Parece mais um edifício cinzento com dois andares como tantos outros na antiga refinaria de Matosinhos. Mas perto de uma das entradas está instalada, no rés-do-chão, a GoWithFlow. A tecnológica criou uma plataforma para entidades que gerem frotas, como empresas e municípios, poderem entrar no mundo dos carros com baixas emissões sem lidarem com as complicações nos consumos e a ansiedade de encontrar um carregador.

"As empresas que acabaram de aderir à mobilidade elétrica estão a começar a sofrer as dores da transição. Têm de lidar com diferentes tipos de veículos: ao mesmo tempo que verificam os consumos de eletricidade têm de perceber quanto estão a gastar de gasolina ou gasóleo. É uma passagem de um ambiente muito simples para um universo complexo, com grandes desafios, onde a nossa ajuda é necessária", explica ao Dinheiro Vivo a líder da tecnológica, Jane Hoffer.

Com a solução portuguesa, as gestoras de frotas podem perceber, por exemplo, como tirar melhor partido dos híbridos plug-in, que combinam o motor de combustão interna com uma tomada exterior de carregamento. A solução também inclui os carros totalmente elétricos.

"Num grupo de carros, poderemos ter um plug-in a gastar 100 ou 150 euros por mês e outra a custar 20. As empresas precisam de perceber o que se passa: há condutores que limitam-se a pôr gasolina ou gasóleo enquanto outros esforçam-se por conduzir com o modo elétrico", exemplifica o responsável tecnológico, André Dias, junto a uma mão cheia de carregadores.

A GoWithFlow criou uma plataforma de gestão da mobilidade sustentável, que combina dados de veículos em tempo real com a análise a partir da inteligência artificial. Juntando os dois elementos, a tecnológica disponibiliza cinco opções para as empresas lidarem com a transformação da mobilidade.

Para começar, pode ser definido um plano para utilizar a frota da maneira mais sustentável possível. Na etapa seguinte, fazem-se as contas para perceber como é que uma empresa pode rentabilizar os próprios postos de carregamento.

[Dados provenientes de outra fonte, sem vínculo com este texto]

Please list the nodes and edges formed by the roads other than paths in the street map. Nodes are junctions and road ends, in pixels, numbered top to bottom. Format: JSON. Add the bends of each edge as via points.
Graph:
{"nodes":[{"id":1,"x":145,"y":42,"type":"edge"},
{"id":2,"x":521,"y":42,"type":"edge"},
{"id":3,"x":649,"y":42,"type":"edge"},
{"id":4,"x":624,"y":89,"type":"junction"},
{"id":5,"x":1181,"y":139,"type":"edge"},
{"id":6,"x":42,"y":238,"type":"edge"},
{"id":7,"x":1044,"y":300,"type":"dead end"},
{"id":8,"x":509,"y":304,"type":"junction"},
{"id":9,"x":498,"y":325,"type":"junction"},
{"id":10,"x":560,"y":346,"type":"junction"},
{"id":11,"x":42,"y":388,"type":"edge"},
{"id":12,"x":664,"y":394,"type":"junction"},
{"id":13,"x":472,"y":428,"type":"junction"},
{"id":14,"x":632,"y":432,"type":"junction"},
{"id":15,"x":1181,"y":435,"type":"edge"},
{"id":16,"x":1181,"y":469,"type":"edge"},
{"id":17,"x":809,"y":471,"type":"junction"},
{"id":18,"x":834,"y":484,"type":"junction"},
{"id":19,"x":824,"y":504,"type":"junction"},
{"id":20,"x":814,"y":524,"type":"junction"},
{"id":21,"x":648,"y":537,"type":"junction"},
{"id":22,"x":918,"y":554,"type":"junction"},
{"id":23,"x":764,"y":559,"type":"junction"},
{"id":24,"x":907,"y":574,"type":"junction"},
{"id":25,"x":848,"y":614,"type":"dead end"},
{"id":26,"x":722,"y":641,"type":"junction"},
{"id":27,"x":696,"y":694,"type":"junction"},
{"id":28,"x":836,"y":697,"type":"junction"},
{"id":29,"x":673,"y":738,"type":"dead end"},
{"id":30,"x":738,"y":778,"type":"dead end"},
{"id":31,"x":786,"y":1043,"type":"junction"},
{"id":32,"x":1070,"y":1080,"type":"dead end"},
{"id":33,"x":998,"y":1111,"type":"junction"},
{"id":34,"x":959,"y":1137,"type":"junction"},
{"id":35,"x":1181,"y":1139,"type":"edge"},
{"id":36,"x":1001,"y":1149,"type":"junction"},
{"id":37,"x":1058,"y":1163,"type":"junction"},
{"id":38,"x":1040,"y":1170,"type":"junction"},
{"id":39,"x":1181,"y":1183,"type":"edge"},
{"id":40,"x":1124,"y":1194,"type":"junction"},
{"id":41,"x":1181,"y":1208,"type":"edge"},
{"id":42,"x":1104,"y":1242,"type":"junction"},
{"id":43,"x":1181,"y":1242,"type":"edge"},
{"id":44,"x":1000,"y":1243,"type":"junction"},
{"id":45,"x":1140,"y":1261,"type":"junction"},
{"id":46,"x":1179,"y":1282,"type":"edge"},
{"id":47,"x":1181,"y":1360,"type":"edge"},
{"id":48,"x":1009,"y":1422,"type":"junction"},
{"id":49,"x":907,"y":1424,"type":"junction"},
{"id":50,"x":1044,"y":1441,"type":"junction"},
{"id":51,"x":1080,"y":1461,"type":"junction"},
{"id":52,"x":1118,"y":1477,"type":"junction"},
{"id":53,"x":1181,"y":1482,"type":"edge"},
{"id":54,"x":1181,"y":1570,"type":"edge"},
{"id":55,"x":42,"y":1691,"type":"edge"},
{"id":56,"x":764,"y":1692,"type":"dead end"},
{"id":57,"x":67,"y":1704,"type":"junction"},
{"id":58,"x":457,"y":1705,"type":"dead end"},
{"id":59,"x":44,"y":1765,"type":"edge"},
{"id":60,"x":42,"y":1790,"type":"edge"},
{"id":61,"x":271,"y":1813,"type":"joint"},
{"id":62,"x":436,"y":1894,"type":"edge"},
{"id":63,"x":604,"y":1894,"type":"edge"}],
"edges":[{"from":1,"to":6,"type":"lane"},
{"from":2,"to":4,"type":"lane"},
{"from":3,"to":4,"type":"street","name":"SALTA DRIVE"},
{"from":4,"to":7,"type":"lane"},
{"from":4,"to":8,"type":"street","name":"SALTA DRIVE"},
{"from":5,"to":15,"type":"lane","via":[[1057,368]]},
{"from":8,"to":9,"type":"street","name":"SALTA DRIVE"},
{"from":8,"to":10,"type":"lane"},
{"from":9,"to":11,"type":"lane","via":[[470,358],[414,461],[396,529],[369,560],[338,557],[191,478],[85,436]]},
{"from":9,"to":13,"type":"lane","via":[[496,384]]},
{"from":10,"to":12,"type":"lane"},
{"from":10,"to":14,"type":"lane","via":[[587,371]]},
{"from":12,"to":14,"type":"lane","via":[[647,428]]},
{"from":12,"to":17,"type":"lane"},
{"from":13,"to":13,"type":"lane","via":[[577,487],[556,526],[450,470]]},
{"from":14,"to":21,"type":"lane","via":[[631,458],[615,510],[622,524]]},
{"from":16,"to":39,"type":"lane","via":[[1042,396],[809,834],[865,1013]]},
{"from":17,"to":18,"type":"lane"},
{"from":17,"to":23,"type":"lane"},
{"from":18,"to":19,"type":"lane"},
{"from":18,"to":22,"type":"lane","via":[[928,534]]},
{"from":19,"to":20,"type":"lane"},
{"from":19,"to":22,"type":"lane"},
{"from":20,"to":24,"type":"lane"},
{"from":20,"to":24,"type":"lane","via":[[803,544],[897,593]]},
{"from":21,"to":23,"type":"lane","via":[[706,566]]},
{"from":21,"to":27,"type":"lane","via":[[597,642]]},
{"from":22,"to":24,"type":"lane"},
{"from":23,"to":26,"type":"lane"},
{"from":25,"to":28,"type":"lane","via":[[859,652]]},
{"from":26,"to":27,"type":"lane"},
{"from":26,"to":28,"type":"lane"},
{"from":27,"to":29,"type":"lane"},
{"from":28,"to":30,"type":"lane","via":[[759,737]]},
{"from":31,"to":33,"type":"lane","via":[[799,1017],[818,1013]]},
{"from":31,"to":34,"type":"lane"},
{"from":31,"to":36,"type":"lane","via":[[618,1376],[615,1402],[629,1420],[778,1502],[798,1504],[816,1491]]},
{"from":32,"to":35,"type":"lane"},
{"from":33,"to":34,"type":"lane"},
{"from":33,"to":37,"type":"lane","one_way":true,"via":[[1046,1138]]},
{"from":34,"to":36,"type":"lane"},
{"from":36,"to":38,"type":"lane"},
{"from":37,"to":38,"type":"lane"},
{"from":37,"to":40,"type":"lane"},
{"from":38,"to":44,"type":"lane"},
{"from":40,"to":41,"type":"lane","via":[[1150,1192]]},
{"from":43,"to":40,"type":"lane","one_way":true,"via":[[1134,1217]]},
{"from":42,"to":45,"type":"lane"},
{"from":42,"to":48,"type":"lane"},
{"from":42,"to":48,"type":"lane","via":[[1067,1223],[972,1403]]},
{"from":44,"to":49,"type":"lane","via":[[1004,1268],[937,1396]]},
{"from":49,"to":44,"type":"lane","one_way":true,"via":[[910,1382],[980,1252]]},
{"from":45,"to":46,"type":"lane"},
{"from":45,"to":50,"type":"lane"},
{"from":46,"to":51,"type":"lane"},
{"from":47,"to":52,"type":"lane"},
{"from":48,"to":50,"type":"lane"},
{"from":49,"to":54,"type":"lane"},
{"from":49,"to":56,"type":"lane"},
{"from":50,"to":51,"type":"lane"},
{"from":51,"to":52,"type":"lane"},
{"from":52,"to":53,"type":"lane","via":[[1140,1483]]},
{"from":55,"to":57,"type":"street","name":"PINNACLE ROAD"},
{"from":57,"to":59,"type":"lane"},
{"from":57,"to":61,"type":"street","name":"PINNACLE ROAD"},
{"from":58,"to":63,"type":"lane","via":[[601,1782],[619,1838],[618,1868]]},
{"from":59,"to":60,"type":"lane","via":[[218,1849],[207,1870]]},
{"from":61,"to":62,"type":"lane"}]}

No passo três, entra em cena a ferramenta de gestão de frota, que vai medir a redução das emissões de dióxido de carbono. Neste cenário, também podem ser incluídas opções de partilha de veículos entre os funcionários, assim como meios de transporte como trotinetas e bicicletas.

Caso seja necessário, as empresas também podem combinar os veículos que têm na garagem com outras opções de deslocações. Transportes públicos, carros partilhados táxis, TVDE e serviços a pedido são algumas opções que podem complementar a frota disponível em determinados momentos.

A tecnologia nascida a partir de Matosinhos também permite aos clientes criarem programas de fidelização, podendo gerir pagamentos, faturação e perfis de utilizadores para que o negócio seja rentável.

Além de Portugal, a GoWithFlow também conta com escritórios para as equipas de vendas em Espanha e no Reino Unido. Ajudar as empresas e gestoras de frota de todo o mundo a aderirem à nova realidade das deslocações é a principal missão para os próximos anos.

A antiga refinaria alberga os perto de 70 elementos da empresa. O espaço foi cedido pela Galp, que tornou-se a maior acionista do projeto no final de 2019, depois de quase dois anos de negociações com o Centro de Engenharia e Desenvolvimento de Produto (CEiiA). Mais do que uma petrolífera, a companhia quer afirmar-se como uma verdadeira energética e reduzir a pegada carbónica.

A GoWithFlow quer aproveitar a diminuição da atividade da empresa e apresentou um plano para montar um laboratório: "Queremos criar um ambiente de testes e de demonstração, aproveitando o parque de estacionamento. Poderemos criar protótipos e mostrar casos de utilizadores", revela André Dias.

Também está na mira da tecnológica ocupar o segundo andar do edifício cinzento. Resta saber quais serão os planos da Galp para o complexo de Matosinhos, também ele a braços com uma transição que o governo desejaria justa.